Anime roundup 5/26/2013: In the Long Run We Are All Dead

HxH-80 Hunter x Hunter #80 – The Chimera Ant queen has just collected the brain of a man so misanthropic that he founded an entire country just to give him a base from which to make everyone else miserable. Chimera Ants are strong enough to be able to defeat a Nen user without knowing about Nen themselves, and they’re going to learn about Nen soon when Pokkle gets eaten. And the more independent ants are starting to abandon the queen entirely to pursue their own killing sprees.

Yes, I believe this is the point where the world officially looks screwed.

The flashback sequence in black-and-white line drawings was a completely new style for Hunter x Hunter, and I think it worked very well. HxH has such locked-in popularity that it doesn’t have to do anything that interesting, so kudos to that episode director.

If you know a little about how to count things in Japanese, there was a curious bit of information regarding how the ants see themselves. Japanese gets along fine without plural forms– indeed, without any noun inflection at all– but it makes up for it in part by dividing them into a zillion different categories for counting.

For instance, the word for “three” is san, but if you are talking about three people, they’re sannin, if you have three books you have sansatsu of them, if you have three thin flat objects you have sammai of them, and so forth. And the three soldiers of Zazan’s that the squad leaders were discussing weren’t sannin, but sambiki, using the suffix for insects and other small animals. While the ants may retain human knowledge, either they don’t see themselves as people, or they don’t consider their soldiers to have risen to that level.

Gargantia-7 Gargantia on the Verdurous Planet #7 – Up until this moment, I’d never have picked out Pinion as the character most likely to wind up on the path to becoming an insane gibbering maniacal villain. (After all, the only reason fictional characters ever have phobias is so they can be flung headlong into them later for maximum entertainment value. I see an involuntary underwater encounter with a lot of squid in his future.)

Every legend contains its grain of truth, and here the whalesquid as a sacred animal which should not be killed is a handy way of remembering that if you do manage to kill one, several hundred of its closest friends will want to have a word with you. Embracing a peace which consists of just trying not to provoke something that could crush you at any moment is something I don’t think you’d ever see presented positively in a US TV show. Back in the times of the original Star Trek, you’d be seeing low-level conflict until a breakthrough in communication led to peace based on universal sentient brotherhood and understanding; these days, it’s more likely that the grim-faced hero would declare that the aliens are oppressing the humans by limiting their God-given freedom– Avalon’s justification for the war, really.

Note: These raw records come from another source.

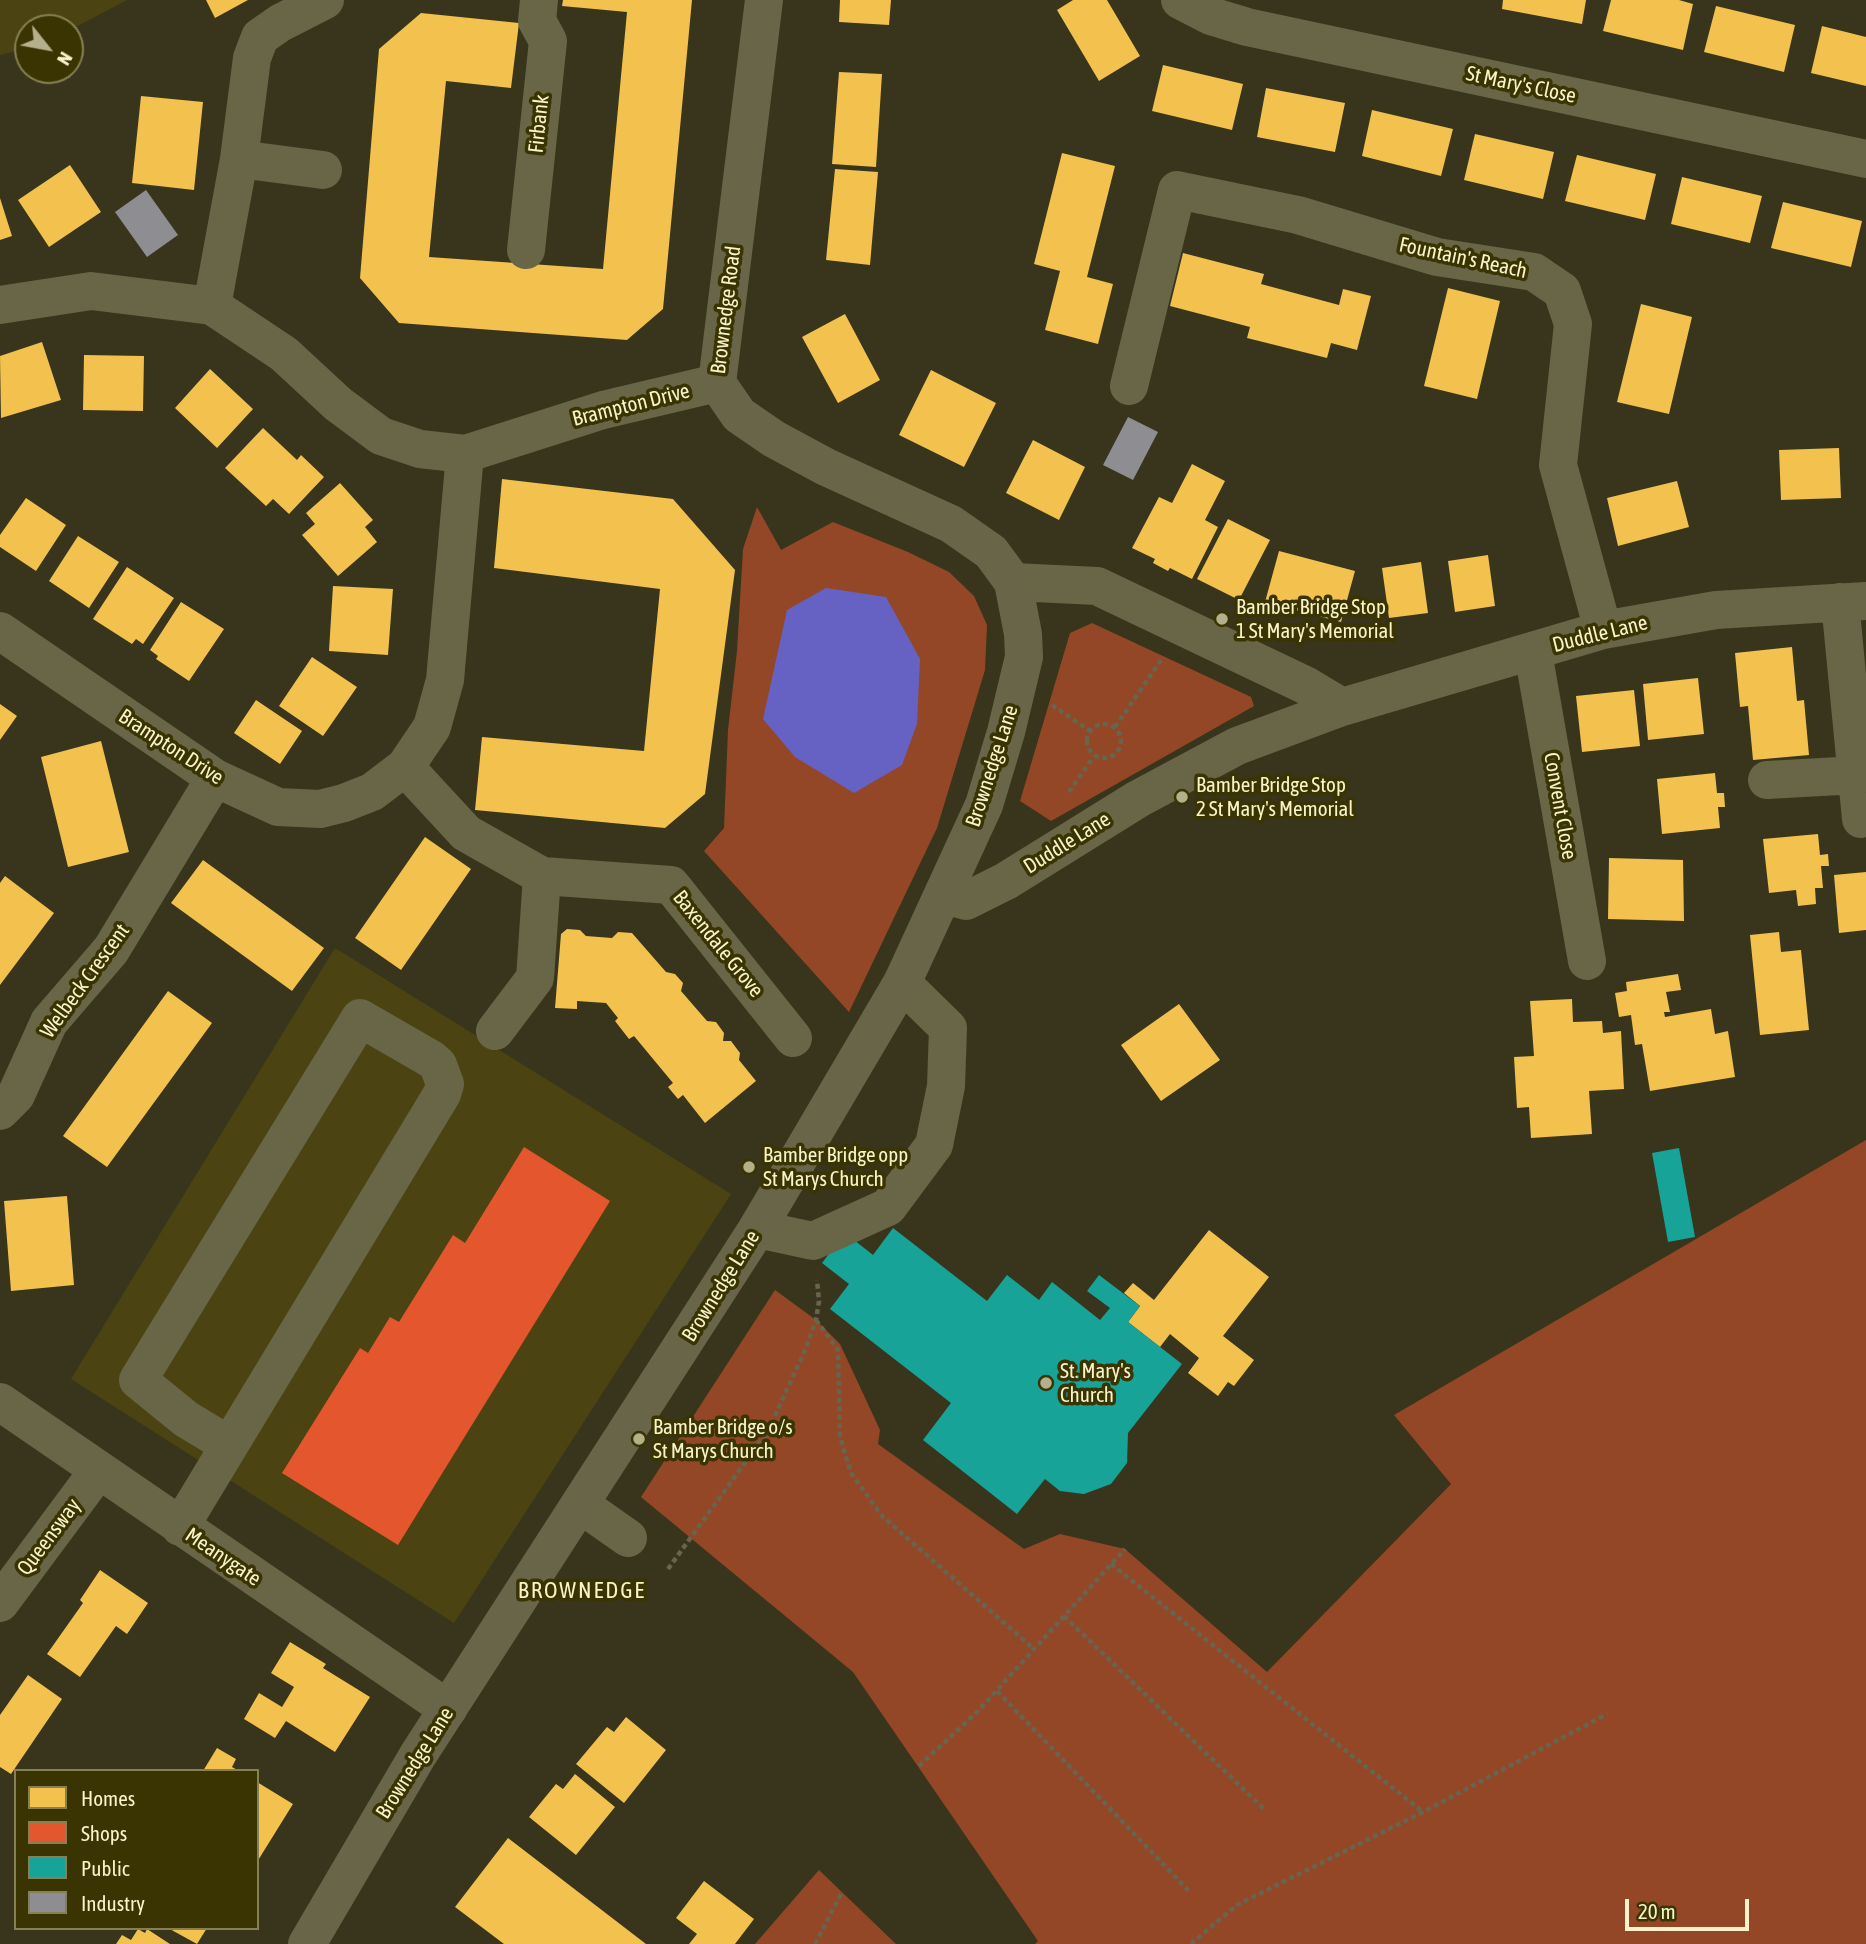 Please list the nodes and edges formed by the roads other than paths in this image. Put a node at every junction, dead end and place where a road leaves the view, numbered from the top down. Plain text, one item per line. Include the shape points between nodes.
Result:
1 (325, 0) edge
2 (540, 0) edge
3 (764, 0) edge
4 (1180, 0) edge
5 (239, 159) junction
6 (1866, 159) edge
7 (323, 170) dead end
8 (526, 250) dead end
9 (0, 304) edge
10 (212, 306) junction
11 (717, 383) junction
12 (1129, 386) dead end
13 (465, 454) junction
14 (1013, 582) junction
15 (1853, 601) edge
16 (1603, 630) junction
17 (0, 631) edge
18 (1533, 652) junction
19 (1342, 706) junction
20 (405, 767) junction
21 (1858, 775) junction
22 (215, 778) junction
23 (1768, 780) dead end
24 (1861, 819) dead end
25 (542, 876) junction
26 (944, 895) junction
27 (1587, 961) dead end
28 (902, 983) junction
29 (495, 1031) dead end
30 (793, 1038) dead end
31 (0, 1111) edge
32 (757, 1229) junction
33 (0, 1402) edge
34 (229, 1445) junction
35 (98, 1471) junction
36 (581, 1505) junction
37 (180, 1527) junction
38 (628, 1538) dead end
39 (0, 1603) edge
40 (448, 1709) junction
41 (307, 1944) edge

1 - 5 street via 260,37 250,69
2 - 8 street, Firbank via 537,21 548,41
3 - 11 main road, Brownedge Road
4 - 6 street, St Mary's Close via 1247,27
5 - 7 street
5 - 10 street
9 - 10 street, Brampton Drive via 92,291
10 - 13 street, Brampton Drive via 284,354 381,436 420,449
11 - 13 street, Brampton Drive via 603,410
11 - 14 main road, Brownedge Road via 739,415 774,439 951,524 991,552
12 - 16 street, Fountain's Reach via 1167,188 1298,215 1437,257 1534,272 1562,291 1573,324 1558,465
13 - 20 street, Brampton Drive via 444,680 432,727
14 - 19 street via 1097,586
14 - 26 main road, Brownedge Lane via 1023,634 1019,681 984,805
15 - 16 street, Duddle Lane via 1716,610
15 - 21 street
16 - 18 street, Duddle Lane
17 - 22 street, Brampton Drive
18 - 19 street, Duddle Lane
18 - 27 street, Convent Close
19 - 26 street, Duddle Lane via 1237,746 966,901
20 - 22 street, Brampton Drive via 372,792 320,809 278,807
20 - 25 street, Baxendale Grove via 466,833
21 - 23 street
21 - 24 street
22 - 31 street, Welbeck Crescent via 111,950 49,1022 16,1095
25 - 29 street via 535,978
25 - 30 street, Baxendale Grove via 671,885
26 - 28 main road, Brownedge Lane
28 - 32 main road, Brownedge Lane
28 - 32 street via 948,1028 946,1086 934,1145 888,1207 813,1241
32 - 36 main road, Brownedge Lane
33 - 35 street, Meanygate
34 - 34 street via 442,1094 445,1084 438,1065 360,1018 138,1380 186,1419
34 - 37 street
35 - 37 street, Meanygate
35 - 39 street, Queensway
36 - 38 street
36 - 40 main road, Brownedge Lane
37 - 40 street, Meanygate
40 - 41 main road, Brownedge Lane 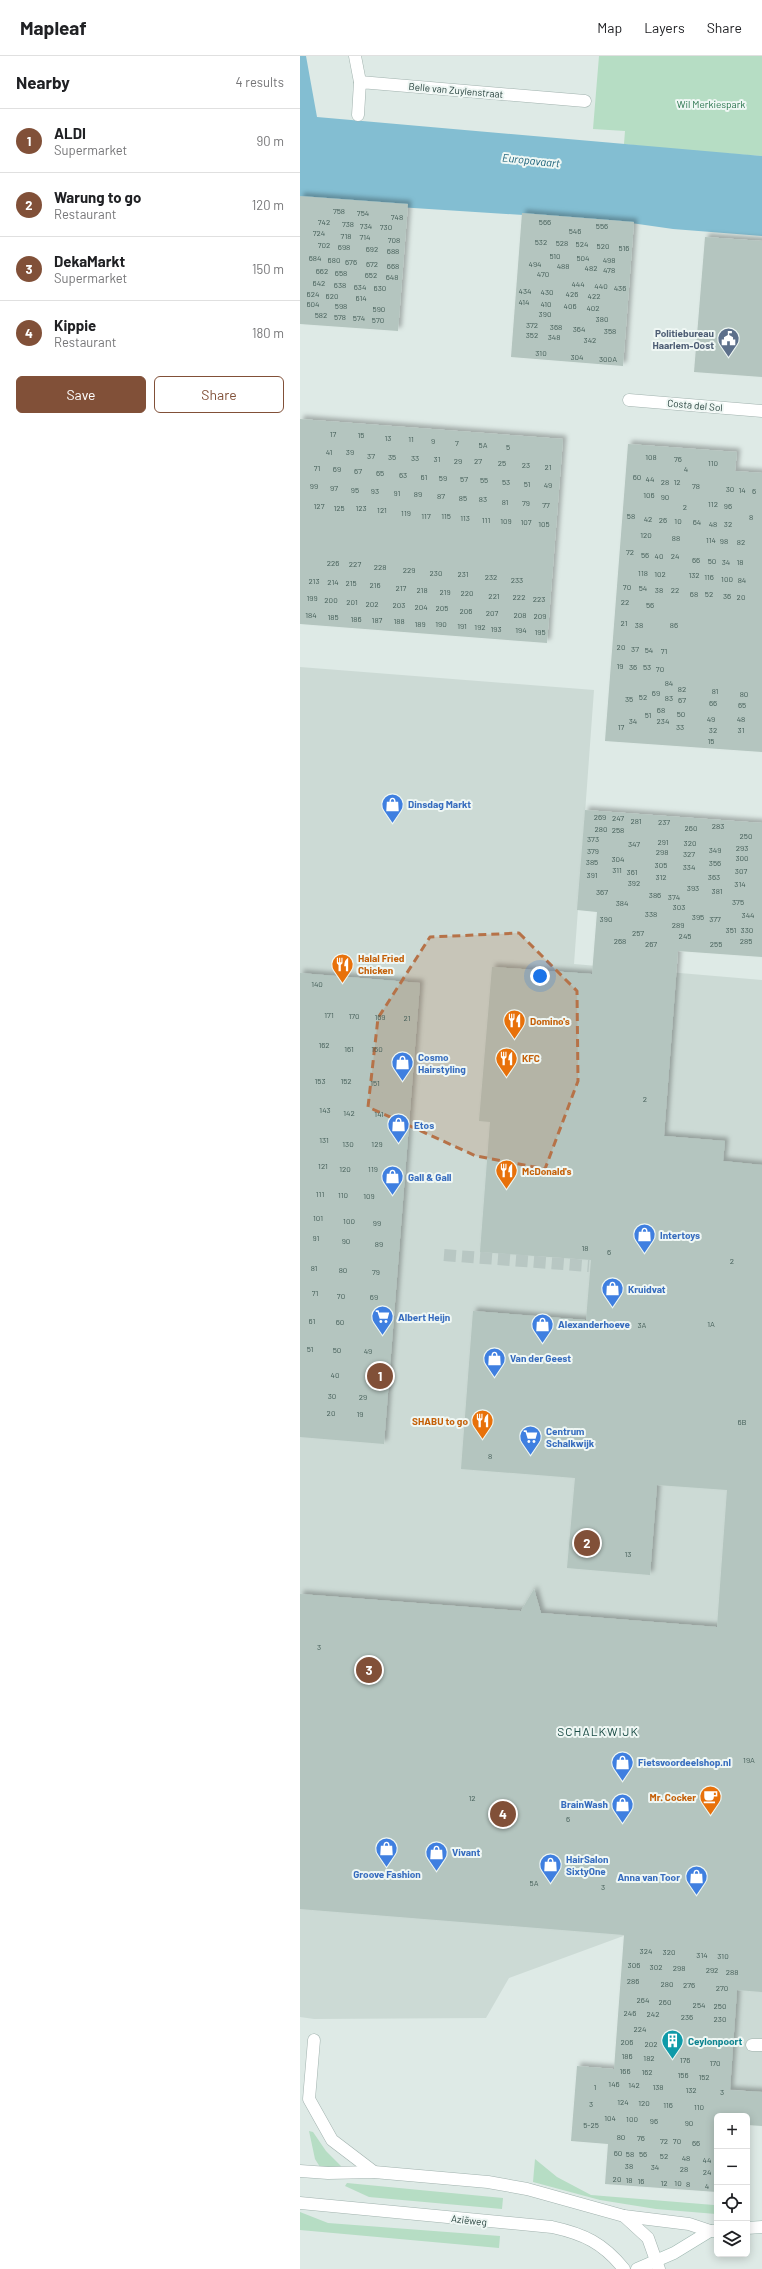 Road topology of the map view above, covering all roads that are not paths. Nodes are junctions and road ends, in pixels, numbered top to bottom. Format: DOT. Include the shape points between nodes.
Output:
graph roads {
  1 [pos="355,56"];
  2 [pos="360,82"];
  3 [pos="585,102"];
  4 [pos="358,115"];
  5 [pos="629,400"];
  6 [pos="762,411"];
  7 [pos="314,2040"];
  8 [pos="300,2171"];
  9 [pos="374,2172"];
  10 [pos="300,2203"];
  11 [pos="624,2216"];
  12 [pos="762,2227"];
  13 [pos="750,2228"];
  14 [pos="714,2231"];
  15 [pos="658,2265"];
  16 [pos="624,2269"];
  17 [pos="637,2269"];
  1 -- 2 [label="street"];
  2 -- 3 [label="street, Belle van Zuylenstraat"];
  2 -- 4 [label="street"];
  5 -- 6 [label="street, Costa del Sol"];
  7 -- 9 [label="street" via="309,2099 332,2140"];
  8 -- 9 [label="street" via="328,2174"];
  9 -- 11 [label="street" via="488,2182 528,2189"];
  10 -- 16 [label="street, Aziëweg" via="552,2227 577,2233 601,2245"];
  11 -- 14 [label="street" via="689,2224"];
  11 -- 15 [label="street" via="648,2238"];
  12 -- 13 [label="street"];
  14 -- 15 [label="street"];
  15 -- 17 [label="street"];
}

But I also think that even if this were an American show, heading into alien territory with a fraction of your resources and an intent to annoy as many of them as possible would still sound like a really bad idea. Place your bets now on who lives and who dies.

Oh, did you notice that the squid were following the lightbug pathway? You may recall that Chamber identified them as nanotech left over by a vanished civilization. Perhaps they’re the work of someone still very much in residence…

Space-Bros-58 Space Brothers #58 – So in addition to having to imagine that all the characters are speaking English while in the US, it seems we should have been imagining one or two of them with the distinctive Upper Midwest accent. (I could see Vince having practiced his accent away.) For those outside the US and Canada, your best bet for hearing what it sounds like is to get a copy of Fargo, or watch Mystery Science Theater 3000 until you catch one of their fleeting old-lady impressions.

Pothill or anything resembling that name does not appear to really exist, but there certainly are open-pit mines in rural northeast Minnesota, pulling up the deposits known collectively as the Iron Range.

Knowing that Vince and Pico did eventually escape the suffocation of small-town life, that just leaves two questions: What happened to their Japanese-American buddy that Mutta is now so clearly being brought in to replace? And why choose to name their rockets after a bird which is well-known for being flightless and having a tendency to explode?